Saved entries:
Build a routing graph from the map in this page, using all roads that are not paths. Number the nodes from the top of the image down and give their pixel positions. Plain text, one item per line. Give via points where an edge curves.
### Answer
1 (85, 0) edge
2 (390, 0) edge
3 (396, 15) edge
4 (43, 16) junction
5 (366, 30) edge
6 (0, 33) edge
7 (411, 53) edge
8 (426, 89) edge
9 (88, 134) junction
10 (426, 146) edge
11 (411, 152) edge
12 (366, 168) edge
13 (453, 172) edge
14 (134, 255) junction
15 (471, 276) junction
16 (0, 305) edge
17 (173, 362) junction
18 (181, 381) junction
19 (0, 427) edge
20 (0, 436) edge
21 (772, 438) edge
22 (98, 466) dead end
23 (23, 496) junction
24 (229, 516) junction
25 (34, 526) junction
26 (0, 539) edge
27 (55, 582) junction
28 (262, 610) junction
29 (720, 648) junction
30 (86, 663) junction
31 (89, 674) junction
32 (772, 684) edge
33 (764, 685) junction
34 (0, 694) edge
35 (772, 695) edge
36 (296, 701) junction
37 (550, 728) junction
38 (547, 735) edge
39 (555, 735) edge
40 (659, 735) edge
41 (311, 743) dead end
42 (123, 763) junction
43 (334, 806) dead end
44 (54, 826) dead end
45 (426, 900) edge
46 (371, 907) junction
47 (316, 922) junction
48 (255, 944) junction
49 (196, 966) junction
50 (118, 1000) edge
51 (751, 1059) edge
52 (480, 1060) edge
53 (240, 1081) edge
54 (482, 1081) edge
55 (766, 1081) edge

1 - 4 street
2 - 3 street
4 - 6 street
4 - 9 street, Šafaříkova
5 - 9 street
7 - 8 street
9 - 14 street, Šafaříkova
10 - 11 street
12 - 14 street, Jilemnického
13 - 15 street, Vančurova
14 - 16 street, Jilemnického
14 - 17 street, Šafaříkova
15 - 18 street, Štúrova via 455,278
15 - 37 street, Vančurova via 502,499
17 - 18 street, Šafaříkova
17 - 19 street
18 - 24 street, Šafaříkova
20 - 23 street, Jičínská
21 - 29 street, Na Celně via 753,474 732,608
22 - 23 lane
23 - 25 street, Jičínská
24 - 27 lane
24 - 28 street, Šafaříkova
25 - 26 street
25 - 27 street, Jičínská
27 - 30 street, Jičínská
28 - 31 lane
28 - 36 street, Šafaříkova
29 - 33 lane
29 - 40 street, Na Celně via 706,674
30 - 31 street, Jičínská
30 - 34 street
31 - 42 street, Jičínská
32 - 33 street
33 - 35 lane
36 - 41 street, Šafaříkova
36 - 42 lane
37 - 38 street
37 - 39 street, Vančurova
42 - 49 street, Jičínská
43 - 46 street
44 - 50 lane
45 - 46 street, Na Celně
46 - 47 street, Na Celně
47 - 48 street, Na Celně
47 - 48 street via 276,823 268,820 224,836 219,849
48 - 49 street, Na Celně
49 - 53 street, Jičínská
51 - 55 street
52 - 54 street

▸ WORK ORDER
Whatever appears in the data above should be set down again exactly.

▸ ANSWER BOX
Build a routing graph from the map in this page, using all roads that are not paths. Number the nodes from the top of the image down and give their pixel positions. Plain text, one item per line. Give via points where an edge curves.
### Answer
1 (85, 0) edge
2 (390, 0) edge
3 (396, 15) edge
4 (43, 16) junction
5 (366, 30) edge
6 (0, 33) edge
7 (411, 53) edge
8 (426, 89) edge
9 (88, 134) junction
10 (426, 146) edge
11 (411, 152) edge
12 (366, 168) edge
13 (453, 172) edge
14 (134, 255) junction
15 (471, 276) junction
16 (0, 305) edge
17 (173, 362) junction
18 (181, 381) junction
19 (0, 427) edge
20 (0, 436) edge
21 (772, 438) edge
22 (98, 466) dead end
23 (23, 496) junction
24 (229, 516) junction
25 (34, 526) junction
26 (0, 539) edge
27 (55, 582) junction
28 (262, 610) junction
29 (720, 648) junction
30 (86, 663) junction
31 (89, 674) junction
32 (772, 684) edge
33 (764, 685) junction
34 (0, 694) edge
35 (772, 695) edge
36 (296, 701) junction
37 (550, 728) junction
38 (547, 735) edge
39 (555, 735) edge
40 (659, 735) edge
41 (311, 743) dead end
42 (123, 763) junction
43 (334, 806) dead end
44 (54, 826) dead end
45 (426, 900) edge
46 (371, 907) junction
47 (316, 922) junction
48 (255, 944) junction
49 (196, 966) junction
50 (118, 1000) edge
51 (751, 1059) edge
52 (480, 1060) edge
53 (240, 1081) edge
54 (482, 1081) edge
55 (766, 1081) edge

1 - 4 street
2 - 3 street
4 - 6 street
4 - 9 street, Šafaříkova
5 - 9 street
7 - 8 street
9 - 14 street, Šafaříkova
10 - 11 street
12 - 14 street, Jilemnického
13 - 15 street, Vančurova
14 - 16 street, Jilemnického
14 - 17 street, Šafaříkova
15 - 18 street, Štúrova via 455,278
15 - 37 street, Vančurova via 502,499
17 - 18 street, Šafaříkova
17 - 19 street
18 - 24 street, Šafaříkova
20 - 23 street, Jičínská
21 - 29 street, Na Celně via 753,474 732,608
22 - 23 lane
23 - 25 street, Jičínská
24 - 27 lane
24 - 28 street, Šafaříkova
25 - 26 street
25 - 27 street, Jičínská
27 - 30 street, Jičínská
28 - 31 lane
28 - 36 street, Šafaříkova
29 - 33 lane
29 - 40 street, Na Celně via 706,674
30 - 31 street, Jičínská
30 - 34 street
31 - 42 street, Jičínská
32 - 33 street
33 - 35 lane
36 - 41 street, Šafaříkova
36 - 42 lane
37 - 38 street
37 - 39 street, Vančurova
42 - 49 street, Jičínská
43 - 46 street
44 - 50 lane
45 - 46 street, Na Celně
46 - 47 street, Na Celně
47 - 48 street, Na Celně
47 - 48 street via 276,823 268,820 224,836 219,849
48 - 49 street, Na Celně
49 - 53 street, Jičínská
51 - 55 street
52 - 54 street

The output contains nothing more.